* **Exercise description**
Reproduce the entries in full. Exclude all images from the copy.

[[ Supplied material open ]]

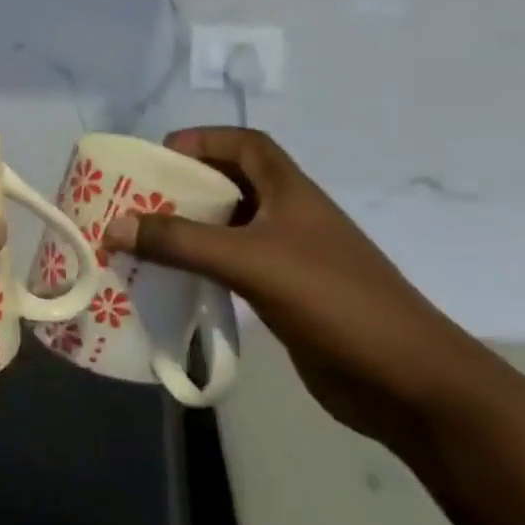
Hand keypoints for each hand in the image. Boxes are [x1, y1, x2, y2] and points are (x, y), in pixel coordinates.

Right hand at [103, 128, 482, 445]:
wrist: (410, 383)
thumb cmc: (334, 301)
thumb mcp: (250, 262)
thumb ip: (180, 242)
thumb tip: (114, 227)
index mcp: (291, 193)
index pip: (246, 145)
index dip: (203, 141)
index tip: (158, 159)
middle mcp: (290, 217)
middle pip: (231, 185)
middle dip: (184, 188)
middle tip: (136, 203)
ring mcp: (290, 259)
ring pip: (229, 229)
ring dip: (189, 230)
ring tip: (142, 241)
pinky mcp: (286, 297)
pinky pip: (233, 268)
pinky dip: (201, 267)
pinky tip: (173, 282)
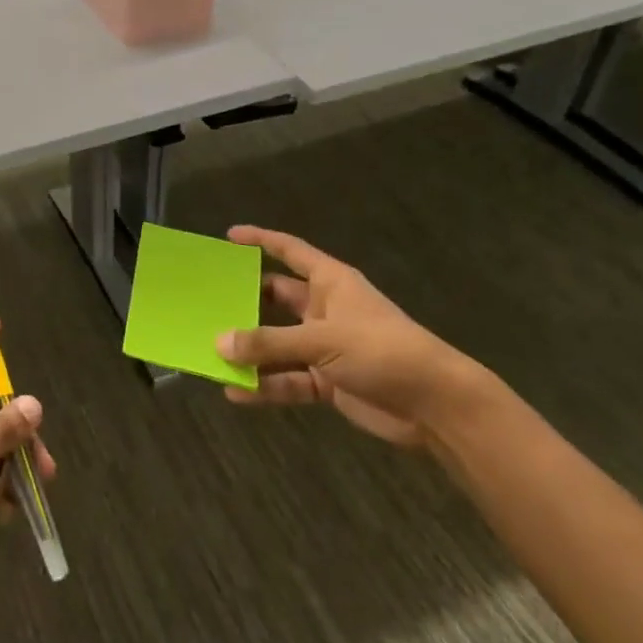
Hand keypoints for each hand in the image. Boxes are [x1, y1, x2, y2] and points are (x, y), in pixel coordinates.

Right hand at [216, 226, 502, 448]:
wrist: (435, 406)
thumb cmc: (382, 351)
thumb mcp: (322, 340)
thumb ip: (269, 342)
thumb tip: (219, 342)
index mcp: (331, 283)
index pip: (290, 251)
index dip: (261, 240)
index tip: (229, 236)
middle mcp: (324, 310)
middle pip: (276, 299)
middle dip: (245, 302)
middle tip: (207, 303)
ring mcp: (326, 347)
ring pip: (277, 343)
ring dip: (251, 351)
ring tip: (212, 354)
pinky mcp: (328, 381)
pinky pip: (288, 379)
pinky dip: (265, 386)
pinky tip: (236, 393)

[[ Supplied material closed ]]

* **Finished task**
Hand keypoints for each hand in the image. Boxes are [x1, y1, x2, y2] and points are (x, y), in pixel coordinates.

Right hand at [103, 128, 482, 445]:
wrist: (410, 383)
thumb cmc: (334, 301)
thumb mcp: (250, 262)
thumb ip: (180, 242)
thumb tip: (114, 227)
index mcp: (291, 193)
index pip: (246, 145)
index dip: (203, 141)
index tip: (158, 159)
middle mcp: (290, 217)
middle pip: (231, 185)
middle dip: (184, 188)
middle tip: (136, 203)
ring mcp: (290, 259)
ring pip: (229, 229)
ring dip: (189, 230)
ring tip: (142, 241)
pinky mcp: (286, 297)
pinky pip: (233, 268)
pinky dip: (201, 267)
pinky tip: (173, 282)
Hand keypoints for each hand in the image. Boxes are [x1, y1, x2, y2] and points are (x, y), in pixel coordinates.

Right hand at [216, 226, 502, 448]:
wrist: (435, 406)
thumb cmc: (382, 351)
thumb mcp: (322, 340)
thumb ip: (269, 342)
thumb tip: (219, 342)
index mcp: (331, 283)
index pip: (290, 251)
index dip: (261, 240)
index tip: (229, 236)
middle mcp: (324, 310)
middle pip: (276, 299)
middle dip: (245, 302)
middle tip: (207, 303)
ring mcp: (326, 347)
ring pip: (277, 343)
ring dip: (251, 351)
ring tip: (212, 354)
pinky mcp: (328, 381)
pinky pip: (288, 379)
pinky dip: (265, 386)
pinky tip: (236, 393)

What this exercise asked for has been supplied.